*Task directions*.
Scan the data for "Roberto" and copy the lines it appears in.

*Records for processing*.
--

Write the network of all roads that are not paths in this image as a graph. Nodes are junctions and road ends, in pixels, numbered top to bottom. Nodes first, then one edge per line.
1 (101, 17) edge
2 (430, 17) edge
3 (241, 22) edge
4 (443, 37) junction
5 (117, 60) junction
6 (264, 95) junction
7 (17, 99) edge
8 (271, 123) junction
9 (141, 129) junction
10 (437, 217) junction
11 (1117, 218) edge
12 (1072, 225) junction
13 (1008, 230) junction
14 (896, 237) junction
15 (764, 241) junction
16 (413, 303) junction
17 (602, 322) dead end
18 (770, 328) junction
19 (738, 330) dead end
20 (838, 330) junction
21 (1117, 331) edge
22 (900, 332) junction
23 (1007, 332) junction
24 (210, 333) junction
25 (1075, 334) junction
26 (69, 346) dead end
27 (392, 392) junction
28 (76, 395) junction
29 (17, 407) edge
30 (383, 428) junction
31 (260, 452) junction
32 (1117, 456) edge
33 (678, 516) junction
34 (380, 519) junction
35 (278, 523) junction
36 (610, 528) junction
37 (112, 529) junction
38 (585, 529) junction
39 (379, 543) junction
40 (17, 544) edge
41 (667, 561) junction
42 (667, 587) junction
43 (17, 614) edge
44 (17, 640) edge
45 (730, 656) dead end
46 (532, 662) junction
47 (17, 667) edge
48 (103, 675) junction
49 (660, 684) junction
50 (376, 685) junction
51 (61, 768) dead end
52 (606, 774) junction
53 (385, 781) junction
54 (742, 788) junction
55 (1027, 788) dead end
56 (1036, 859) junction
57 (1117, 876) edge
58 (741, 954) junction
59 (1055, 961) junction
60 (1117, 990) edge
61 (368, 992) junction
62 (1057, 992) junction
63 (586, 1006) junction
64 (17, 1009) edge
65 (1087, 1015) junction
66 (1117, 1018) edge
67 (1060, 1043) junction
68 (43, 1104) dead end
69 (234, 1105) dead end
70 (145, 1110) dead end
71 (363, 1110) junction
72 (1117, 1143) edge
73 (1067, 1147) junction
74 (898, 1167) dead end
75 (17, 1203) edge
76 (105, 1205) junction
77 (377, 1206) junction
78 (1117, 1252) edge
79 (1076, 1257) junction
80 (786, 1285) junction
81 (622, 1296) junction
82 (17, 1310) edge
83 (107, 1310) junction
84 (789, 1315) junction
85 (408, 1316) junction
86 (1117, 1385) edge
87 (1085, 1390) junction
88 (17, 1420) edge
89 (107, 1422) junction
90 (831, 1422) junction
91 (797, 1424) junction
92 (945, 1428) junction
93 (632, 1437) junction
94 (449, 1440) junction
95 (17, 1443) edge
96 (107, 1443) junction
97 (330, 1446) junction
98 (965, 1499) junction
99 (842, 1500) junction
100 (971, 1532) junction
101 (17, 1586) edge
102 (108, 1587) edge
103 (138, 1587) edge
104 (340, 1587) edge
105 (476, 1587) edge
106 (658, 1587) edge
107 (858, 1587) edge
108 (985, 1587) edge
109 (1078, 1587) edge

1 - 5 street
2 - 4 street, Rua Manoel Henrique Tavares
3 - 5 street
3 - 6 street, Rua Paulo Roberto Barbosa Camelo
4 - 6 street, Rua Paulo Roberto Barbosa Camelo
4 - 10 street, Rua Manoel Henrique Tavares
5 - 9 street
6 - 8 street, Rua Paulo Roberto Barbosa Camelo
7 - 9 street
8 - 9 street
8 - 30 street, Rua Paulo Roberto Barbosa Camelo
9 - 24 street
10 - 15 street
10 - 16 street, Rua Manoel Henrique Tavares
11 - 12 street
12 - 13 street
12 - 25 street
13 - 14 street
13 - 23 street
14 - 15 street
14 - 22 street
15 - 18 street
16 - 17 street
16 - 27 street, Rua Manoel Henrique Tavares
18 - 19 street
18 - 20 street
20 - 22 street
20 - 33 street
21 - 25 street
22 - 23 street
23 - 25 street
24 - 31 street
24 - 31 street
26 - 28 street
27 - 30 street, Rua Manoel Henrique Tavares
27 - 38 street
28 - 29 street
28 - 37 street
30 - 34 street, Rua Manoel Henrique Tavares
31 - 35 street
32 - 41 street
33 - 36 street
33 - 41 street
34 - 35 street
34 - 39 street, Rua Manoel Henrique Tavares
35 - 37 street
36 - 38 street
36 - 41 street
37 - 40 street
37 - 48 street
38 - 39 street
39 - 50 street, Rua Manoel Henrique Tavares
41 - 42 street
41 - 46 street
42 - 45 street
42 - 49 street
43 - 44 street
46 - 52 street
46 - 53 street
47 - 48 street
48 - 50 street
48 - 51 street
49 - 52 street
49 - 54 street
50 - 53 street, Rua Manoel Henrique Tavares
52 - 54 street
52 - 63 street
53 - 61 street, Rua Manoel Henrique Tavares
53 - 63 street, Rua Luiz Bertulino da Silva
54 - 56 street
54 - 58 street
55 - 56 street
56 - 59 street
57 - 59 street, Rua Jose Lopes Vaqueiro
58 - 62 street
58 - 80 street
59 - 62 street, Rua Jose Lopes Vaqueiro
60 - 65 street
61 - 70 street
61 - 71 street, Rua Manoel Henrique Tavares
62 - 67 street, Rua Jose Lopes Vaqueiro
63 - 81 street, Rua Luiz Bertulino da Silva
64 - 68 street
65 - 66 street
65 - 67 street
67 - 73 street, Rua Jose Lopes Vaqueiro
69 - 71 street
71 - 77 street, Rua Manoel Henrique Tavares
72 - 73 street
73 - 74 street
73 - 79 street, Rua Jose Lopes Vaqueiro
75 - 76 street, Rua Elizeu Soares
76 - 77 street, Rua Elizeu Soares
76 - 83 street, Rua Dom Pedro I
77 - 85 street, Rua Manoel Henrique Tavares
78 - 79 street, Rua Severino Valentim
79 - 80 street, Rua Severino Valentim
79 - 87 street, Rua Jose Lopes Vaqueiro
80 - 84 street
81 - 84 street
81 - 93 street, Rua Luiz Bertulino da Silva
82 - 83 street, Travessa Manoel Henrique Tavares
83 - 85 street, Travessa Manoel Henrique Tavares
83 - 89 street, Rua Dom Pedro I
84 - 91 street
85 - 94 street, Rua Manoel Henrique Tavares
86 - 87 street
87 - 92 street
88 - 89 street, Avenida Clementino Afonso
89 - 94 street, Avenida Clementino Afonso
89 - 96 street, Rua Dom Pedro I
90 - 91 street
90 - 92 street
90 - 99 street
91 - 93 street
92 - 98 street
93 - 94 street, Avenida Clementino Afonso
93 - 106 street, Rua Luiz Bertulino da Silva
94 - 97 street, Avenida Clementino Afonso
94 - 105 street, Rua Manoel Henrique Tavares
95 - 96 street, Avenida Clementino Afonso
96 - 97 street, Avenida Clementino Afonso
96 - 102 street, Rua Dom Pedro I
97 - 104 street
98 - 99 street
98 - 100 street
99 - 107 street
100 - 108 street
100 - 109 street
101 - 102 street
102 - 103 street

--

*Result of this task*.
3 - 6 street, Rua Paulo Roberto Barbosa Camelo
4 - 6 street, Rua Paulo Roberto Barbosa Camelo
6 - 8 street, Rua Paulo Roberto Barbosa Camelo
8 - 30 street, Rua Paulo Roberto Barbosa Camelo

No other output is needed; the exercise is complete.